I think you're right that the author is using "GUI" as the opposite of programming. I think he's correct with respect to nearly every GUI I've ever seen, but incorrect with respect to what a GUI could do in principle.
There's no reason that your wizard dialogue couldn't be exactly as expressive as SQL. In principle you could make a wizard that just built an arbitrary SQL query and ran it.
I said "nearly" before, the reason is graphical programming languages, for example unreal engine's blueprints. These are a "gui", and allow general purpose programming. One could imagine a tool with a similar style of programming, that extends them with inline data visualization and other tools, that would both undoubtedly be a GUI, and have all the nice features of programming.

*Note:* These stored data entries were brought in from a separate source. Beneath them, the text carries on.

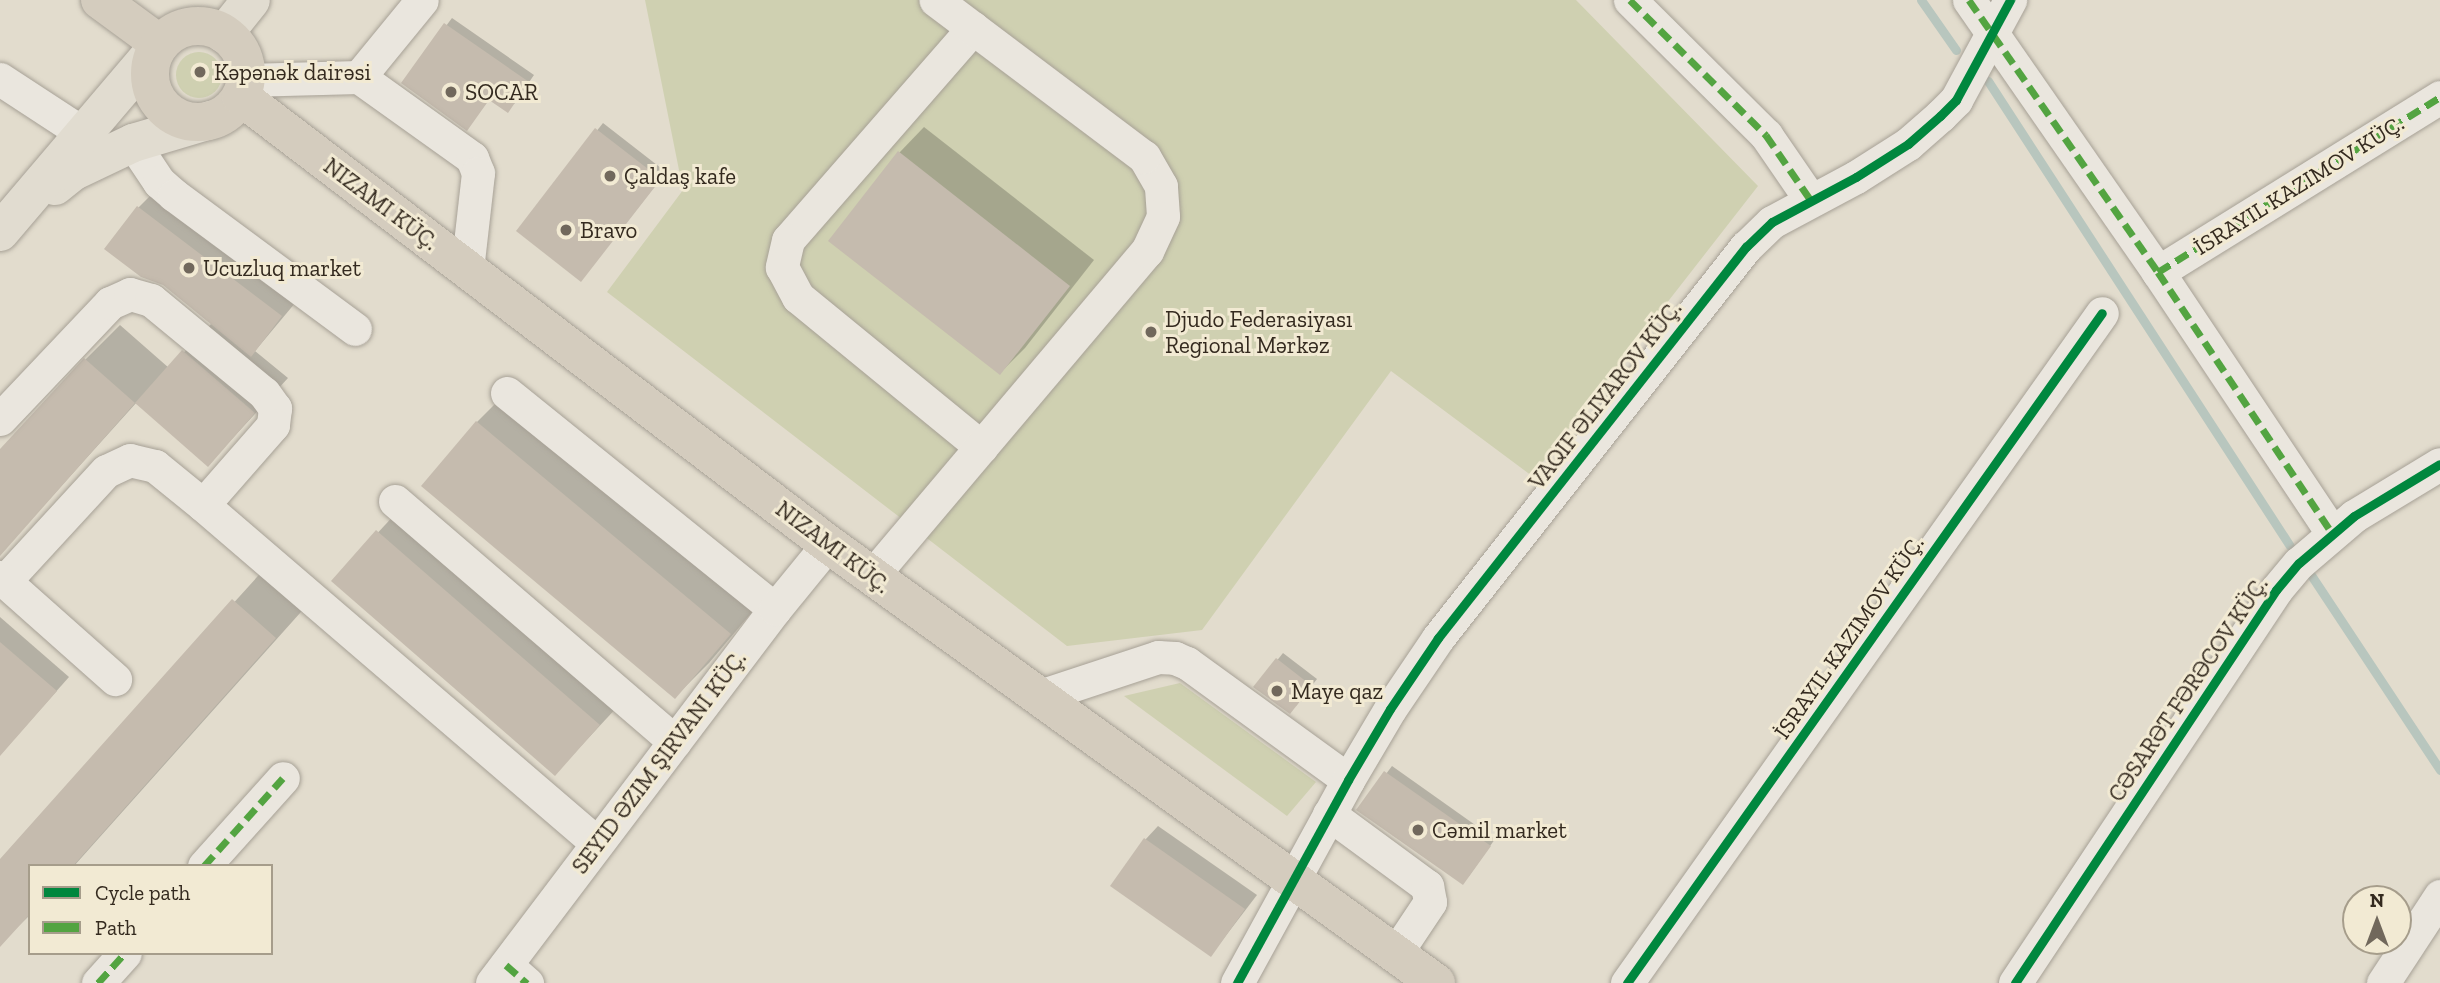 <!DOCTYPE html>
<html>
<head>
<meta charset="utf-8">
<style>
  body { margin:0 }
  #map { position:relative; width:2440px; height:983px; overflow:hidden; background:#e2dccd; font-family:"Zilla Slab",serif }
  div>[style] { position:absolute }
  .green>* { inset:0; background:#cfd0b1 }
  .round { border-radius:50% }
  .shadow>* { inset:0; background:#0003 }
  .stream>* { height:9px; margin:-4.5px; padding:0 4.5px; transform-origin:4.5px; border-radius:4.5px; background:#b8c6be }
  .building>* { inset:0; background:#c5bbae }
  .roads { filter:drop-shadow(0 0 2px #a7a196) drop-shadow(0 0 2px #a7a196) }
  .minor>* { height:33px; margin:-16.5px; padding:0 16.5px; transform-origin:16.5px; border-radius:16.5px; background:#eae6de }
  .major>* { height:38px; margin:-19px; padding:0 19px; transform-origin:19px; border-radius:19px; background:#e1dcd0 }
  .highway>* { height:38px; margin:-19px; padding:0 19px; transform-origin:19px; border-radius:19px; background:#d4ccbe }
  .highway>.ring { margin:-19px; padding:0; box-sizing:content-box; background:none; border:38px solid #d4ccbe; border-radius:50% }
  .quiet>* { height:7px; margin-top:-3.5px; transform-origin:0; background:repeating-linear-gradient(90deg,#53a441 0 14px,transparent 0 21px) }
  .cycleway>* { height:9px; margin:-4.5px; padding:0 4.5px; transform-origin:4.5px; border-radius:4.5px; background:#00873e }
  .dots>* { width:19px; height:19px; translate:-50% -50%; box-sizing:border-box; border:4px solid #f2ead3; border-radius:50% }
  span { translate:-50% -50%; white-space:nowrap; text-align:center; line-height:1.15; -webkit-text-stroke:6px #f2ead3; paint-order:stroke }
  .poi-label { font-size:23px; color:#342a1f }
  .left { translate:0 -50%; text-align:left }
  .street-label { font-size:23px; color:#342a1f }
  .legend { position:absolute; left:28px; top:864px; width:245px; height:91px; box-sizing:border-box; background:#f2ead3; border:2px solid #a69d8b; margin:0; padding:9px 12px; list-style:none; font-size:21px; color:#342a1f }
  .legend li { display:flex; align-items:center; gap:14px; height:35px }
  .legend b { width:35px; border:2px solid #a69d8b }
  .north { position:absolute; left:2342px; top:885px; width:70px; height:70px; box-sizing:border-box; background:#f2ead3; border:2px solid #a69d8b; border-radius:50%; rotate:0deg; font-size:19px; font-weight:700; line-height:28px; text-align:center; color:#342a1f }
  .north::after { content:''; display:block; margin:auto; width:24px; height:32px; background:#71685c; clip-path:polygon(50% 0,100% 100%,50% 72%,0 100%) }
</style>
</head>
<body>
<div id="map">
  <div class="green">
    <i style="clip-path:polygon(645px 0,1576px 0,1758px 186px,1532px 476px,1391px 371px,1202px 630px,1067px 646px,607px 292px,683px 190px)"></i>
    <i class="round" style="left:176px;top:52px;width:46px;height:46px"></i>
    <i style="clip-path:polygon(1180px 683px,1316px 782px,1287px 816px,1124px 696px)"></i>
  </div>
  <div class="shadow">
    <i style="clip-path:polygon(452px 18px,534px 75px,514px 104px,490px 98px,467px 129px,403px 83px)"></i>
    <i style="clip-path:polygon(603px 123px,666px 172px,587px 273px,518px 231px)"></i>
    <i style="clip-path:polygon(924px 127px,1094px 260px,1025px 348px,1000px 373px,899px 153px)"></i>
    <i style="clip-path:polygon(158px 188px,301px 296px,255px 351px,288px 378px,208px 465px,137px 402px,0 554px,0 453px,86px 359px,120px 325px,169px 368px,212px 323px,138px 208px)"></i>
    <i style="clip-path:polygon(511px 388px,763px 599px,709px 663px,675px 697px,423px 486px,477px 422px)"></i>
    <i style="clip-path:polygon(411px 497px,633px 690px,555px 774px,333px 581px)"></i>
    <i style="clip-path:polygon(267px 566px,309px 603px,74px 866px,30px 866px,30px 915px,0 944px,0 861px)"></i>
    <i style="clip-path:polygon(0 617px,69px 677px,0 755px)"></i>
    <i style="clip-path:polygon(1283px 653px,1317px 679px,1296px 706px,1256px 687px)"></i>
    <i style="clip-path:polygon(1392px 766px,1495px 839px,1469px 876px,1359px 810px)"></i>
    <i style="clip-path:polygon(1158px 826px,1257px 895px,1211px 955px,1145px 840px)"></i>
  </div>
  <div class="stream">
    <i style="left:1921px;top:0;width:61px;rotate:55deg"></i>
    <i style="left:1988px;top:81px;width:554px;rotate:57deg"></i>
    <i style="left:2311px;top:575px;width:234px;rotate:56.5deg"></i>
  </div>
  <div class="building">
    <i style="clip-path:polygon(444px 23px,529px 82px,508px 113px,489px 100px,467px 131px,401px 83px)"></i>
    <i style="clip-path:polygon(595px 128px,661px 179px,581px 282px,516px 231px)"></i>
    <i style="clip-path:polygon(898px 151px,1070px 286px,1000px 375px,828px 241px)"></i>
    <i style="clip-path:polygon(137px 206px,282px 316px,251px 357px,163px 285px,141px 277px,104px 249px)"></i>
    <i style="clip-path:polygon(182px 350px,255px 413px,208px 467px,135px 403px)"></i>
    <i style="clip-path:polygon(84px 358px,135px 403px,0 556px,0 449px)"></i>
    <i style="clip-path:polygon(476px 421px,731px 634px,675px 699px,421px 486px)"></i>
    <i style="clip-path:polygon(376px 530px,600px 725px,555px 776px,331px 581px)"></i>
    <i style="clip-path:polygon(232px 599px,276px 638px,73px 866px,30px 866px,30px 914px,0 947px,0 859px)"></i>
    <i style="clip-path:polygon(0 642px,57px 691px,0 756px)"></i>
    <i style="clip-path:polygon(1276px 658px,1312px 686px,1290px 714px,1253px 687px)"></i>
    <i style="clip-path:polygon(1384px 771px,1491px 846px,1463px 885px,1356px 810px)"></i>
    <i style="clip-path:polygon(1144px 838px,1245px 909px,1211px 957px,1110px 886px)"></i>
  </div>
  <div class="roads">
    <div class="minor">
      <i style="left:1630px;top:0;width:192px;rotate:44.8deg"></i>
      <i style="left:1766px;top:135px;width:78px;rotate:55.5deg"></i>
      <i style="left:1969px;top:0;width:331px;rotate:55.2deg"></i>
      <i style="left:2158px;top:272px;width:314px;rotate:56.3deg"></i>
      <i style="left:973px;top:28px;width:281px;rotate:131.1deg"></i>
      <i style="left:788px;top:240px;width:28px;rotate:103deg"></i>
      <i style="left:782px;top:267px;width:34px;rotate:62deg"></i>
      <i style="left:798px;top:297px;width:237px;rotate:39.3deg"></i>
      <i style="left:359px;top:77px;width:99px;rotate:-50.7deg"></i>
      <i style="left:0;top:79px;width:100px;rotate:33.2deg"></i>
      <i style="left:246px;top:80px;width:113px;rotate:-1.5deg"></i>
      <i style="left:359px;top:77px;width:139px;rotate:35.6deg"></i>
      <i style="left:472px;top:158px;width:16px;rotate:68deg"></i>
      <i style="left:478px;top:173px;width:97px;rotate:96.5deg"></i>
      <i style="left:133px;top:143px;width:47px;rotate:56.3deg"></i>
      <i style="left:159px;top:182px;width:20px;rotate:41deg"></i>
      <i style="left:174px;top:195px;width:225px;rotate:36.5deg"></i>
      <i style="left:2158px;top:272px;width:332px;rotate:-31.8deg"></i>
      <i style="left:507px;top:393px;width:344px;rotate:38.9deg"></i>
      <i style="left:0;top:419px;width:160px;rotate:-46.5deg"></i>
      <i style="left:110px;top:303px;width:22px;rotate:-24deg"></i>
      <i style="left:130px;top:294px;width:22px;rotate:16deg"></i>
      <i style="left:151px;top:300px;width:146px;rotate:39.5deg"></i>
      <i style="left:264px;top:393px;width:19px;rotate:54deg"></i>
      <i style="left:275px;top:408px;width:17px;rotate:97deg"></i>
      <i style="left:273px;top:425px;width:106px;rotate:131.2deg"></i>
      <i style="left:203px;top:505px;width:62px;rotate:-140.9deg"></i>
      <i style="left:155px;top:466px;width:26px;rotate:-167deg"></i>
      <i style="left:130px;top:460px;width:26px;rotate:155deg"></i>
      <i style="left:106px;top:471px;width:149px;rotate:132.6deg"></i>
      <i style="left:395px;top:501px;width:369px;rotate:40.7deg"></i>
      <i style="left:203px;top:505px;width:519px;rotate:40.63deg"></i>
      <i style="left:872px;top:576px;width:426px;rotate:-49.8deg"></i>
      <i style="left:1147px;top:251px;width:38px;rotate:-65deg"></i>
      <i style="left:1163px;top:216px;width:30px;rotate:-94deg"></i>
      <i style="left:1161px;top:186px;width:34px;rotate:-120deg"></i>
      <i style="left:1144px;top:157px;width:261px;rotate:-143deg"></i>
      <i style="left:0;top:577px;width:154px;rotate:41.6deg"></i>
      <i style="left:1040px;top:696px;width:124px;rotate:-18.3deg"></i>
      <i style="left:1158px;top:657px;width:17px;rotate:3deg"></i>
      <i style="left:1175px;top:658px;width:13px;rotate:23deg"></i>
      <i style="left:1187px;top:663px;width:199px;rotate:36deg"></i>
      <i style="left:1329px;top:814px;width:122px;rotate:36.3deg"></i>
      <i style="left:1427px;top:886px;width:16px;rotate:79deg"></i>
      <i style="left:1430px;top:902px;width:61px;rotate:123.7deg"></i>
      <i style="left:204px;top:866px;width:118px;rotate:-48.1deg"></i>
      <i style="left:506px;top:965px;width:28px;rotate:41deg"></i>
      <i style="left:98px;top:983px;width:40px;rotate:-48deg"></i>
      <i style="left:492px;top:983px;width:469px;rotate:-52.9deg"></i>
      <i style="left:775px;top:609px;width:84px;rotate:-50.8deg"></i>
      <i style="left:1237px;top:983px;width:231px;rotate:-61.3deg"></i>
      <i style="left:1348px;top:780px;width:82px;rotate:-59.4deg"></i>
      <i style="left:1390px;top:709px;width:86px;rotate:-55.9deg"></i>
      <i style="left:1438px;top:638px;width:498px;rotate:-51.8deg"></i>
      <i style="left:1746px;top:247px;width:36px;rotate:-44deg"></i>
      <i style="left:1772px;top:222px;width:95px;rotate:-28.2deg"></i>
      <i style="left:1856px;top:177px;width:62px;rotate:-32.4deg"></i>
      <i style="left:1908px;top:144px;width:43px;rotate:-41.2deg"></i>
      <i style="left:1940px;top:116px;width:23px;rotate:-45deg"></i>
      <i style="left:1956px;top:100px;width:114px;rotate:-61.6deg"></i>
      <i style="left:1627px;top:983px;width:821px;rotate:-54.67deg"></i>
      <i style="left:2015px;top:983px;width:472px;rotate:-56.4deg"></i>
      <i style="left:2276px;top:590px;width:35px;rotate:-50deg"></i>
      <i style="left:2299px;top:563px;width:72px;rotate:-40.5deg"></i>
      <i style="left:2354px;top:516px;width:100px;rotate:-31.2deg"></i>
      <i style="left:2383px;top:983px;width:104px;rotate:-56.8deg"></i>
    </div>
    <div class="major">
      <i style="left:224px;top:34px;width:43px;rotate:-51.5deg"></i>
      <i style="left:55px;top:186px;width:22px;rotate:-39deg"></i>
      <i style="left:72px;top:172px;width:68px;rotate:-25.4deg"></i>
      <i style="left:133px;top:143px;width:84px;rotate:-16.5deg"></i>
      <i style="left:0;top:232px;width:247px;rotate:-49.6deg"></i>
    </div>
    <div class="highway">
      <i style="left:100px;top:0;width:74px;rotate:36.3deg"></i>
      <i class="ring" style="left:150px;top:26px;width:58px;height:58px"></i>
      <i style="left:241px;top:97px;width:738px;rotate:37.29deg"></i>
      <i style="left:828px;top:544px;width:750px;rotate:35.83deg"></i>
    </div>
  </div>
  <div class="quiet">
    <i style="left:1630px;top:0;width:192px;rotate:44.8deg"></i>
    <i style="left:1766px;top:135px;width:78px;rotate:55.5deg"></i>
    <i style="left:1969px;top:0;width:331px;rotate:55.2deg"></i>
    <i style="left:2158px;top:272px;width:314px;rotate:56.3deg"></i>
    <i style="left:2158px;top:272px;width:332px;rotate:-31.8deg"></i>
    <i style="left:204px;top:866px;width:118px;rotate:-48.1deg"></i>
    <i style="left:506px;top:965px;width:28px;rotate:41deg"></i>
    <i style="left:98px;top:983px;width:40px;rotate:-48deg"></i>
  </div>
  <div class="cycleway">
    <i style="left:1237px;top:983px;width:231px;rotate:-61.3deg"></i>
    <i style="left:1348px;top:780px;width:82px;rotate:-59.4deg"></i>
    <i style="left:1390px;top:709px;width:86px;rotate:-55.9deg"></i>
    <i style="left:1438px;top:638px;width:498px;rotate:-51.8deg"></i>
    <i style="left:1746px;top:247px;width:36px;rotate:-44deg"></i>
    <i style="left:1772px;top:222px;width:95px;rotate:-28.2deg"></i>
    <i style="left:1856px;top:177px;width:62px;rotate:-32.4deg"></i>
    <i style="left:1908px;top:144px;width:43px;rotate:-41.2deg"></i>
    <i style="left:1940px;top:116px;width:23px;rotate:-45deg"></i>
    <i style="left:1956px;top:100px;width:114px;rotate:-61.6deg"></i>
    <i style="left:1627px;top:983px;width:821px;rotate:-54.67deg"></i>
    <i style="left:2015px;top:983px;width:472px;rotate:-56.4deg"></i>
    <i style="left:2276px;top:590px;width:35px;rotate:-50deg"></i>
    <i style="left:2299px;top:563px;width:72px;rotate:-40.5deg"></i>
    <i style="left:2354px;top:516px;width:100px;rotate:-31.2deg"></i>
  </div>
  <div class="dots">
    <i style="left:200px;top:72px;background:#71685c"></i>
    <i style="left:451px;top:92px;background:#71685c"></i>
    <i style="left:610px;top:176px;background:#71685c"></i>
    <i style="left:566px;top:230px;background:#71685c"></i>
    <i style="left:189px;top:268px;background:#71685c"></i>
    <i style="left:1151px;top:332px;background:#71685c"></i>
    <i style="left:1277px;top:691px;background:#71685c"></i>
    <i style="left:1418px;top:830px;background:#71685c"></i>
  </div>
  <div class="poi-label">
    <span class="left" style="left:214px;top:72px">Kəpənək dairəsi</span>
    <span class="left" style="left:465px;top:92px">SOCAR</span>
    <span class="left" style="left:624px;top:176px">Çaldaş kafe</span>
    <span class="left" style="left:580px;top:230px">Bravo</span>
    <span class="left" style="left:203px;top:268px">Ucuzluq market</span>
    <span class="left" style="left:1165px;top:332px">Djudo Federasiyası<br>Regional Mərkəz</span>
    <span class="left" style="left:1291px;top:691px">Maye qaz</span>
    <span class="left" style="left:1432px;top:830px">Cəmil market</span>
  </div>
  <div class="street-label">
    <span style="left:2299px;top:185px;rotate:-32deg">İSRAYIL KAZIMOV KÜÇ.</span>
    <span style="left:381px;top:204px;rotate:37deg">NIZAMI KÜÇ.</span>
    <span style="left:1605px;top:395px;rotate:-52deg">VAQIF ƏLIYAROV KÜÇ.</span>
    <span style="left:833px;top:547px;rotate:37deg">NIZAMI KÜÇ.</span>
    <span style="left:1849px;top:637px;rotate:-55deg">İSRAYIL KAZIMOV KÜÇ.</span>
    <span style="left:2188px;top:689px;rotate:-56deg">CƏSARƏT FƏRƏCOV KÜÇ.</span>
    <span style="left:659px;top:762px;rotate:-53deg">SEYID ƏZIM ŞIRVANI KÜÇ.</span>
  </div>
  <ul class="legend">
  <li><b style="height:9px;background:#00873e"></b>Cycle path</li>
  <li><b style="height:9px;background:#53a441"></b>Path</li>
  </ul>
  <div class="north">N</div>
</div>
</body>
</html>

I think the better compromise is probably something like jupyter notebooks, but that doesn't mean a GUI couldn't do it. And maybe a better GUI exists that I just haven't managed to imagine.
OK, but consider MySQL Workbench. One types SQL in a query. Or loads a saved query. And there's an execute button. But unlike working in terminal, the SQL is still on screen after a failed run. And there's red markup pointing to errors.
The environment used as an example in the article is RStudio which by your definition of GUI would be a GUI (i.e. if MySQL Workbench is a GUI, so is RStudio). I think you and the author aren't in disagreement per se, you're just using the term differently -- when he talks about a non-GUI, he means a tool which executes code that you type into it, and you mean a terminal.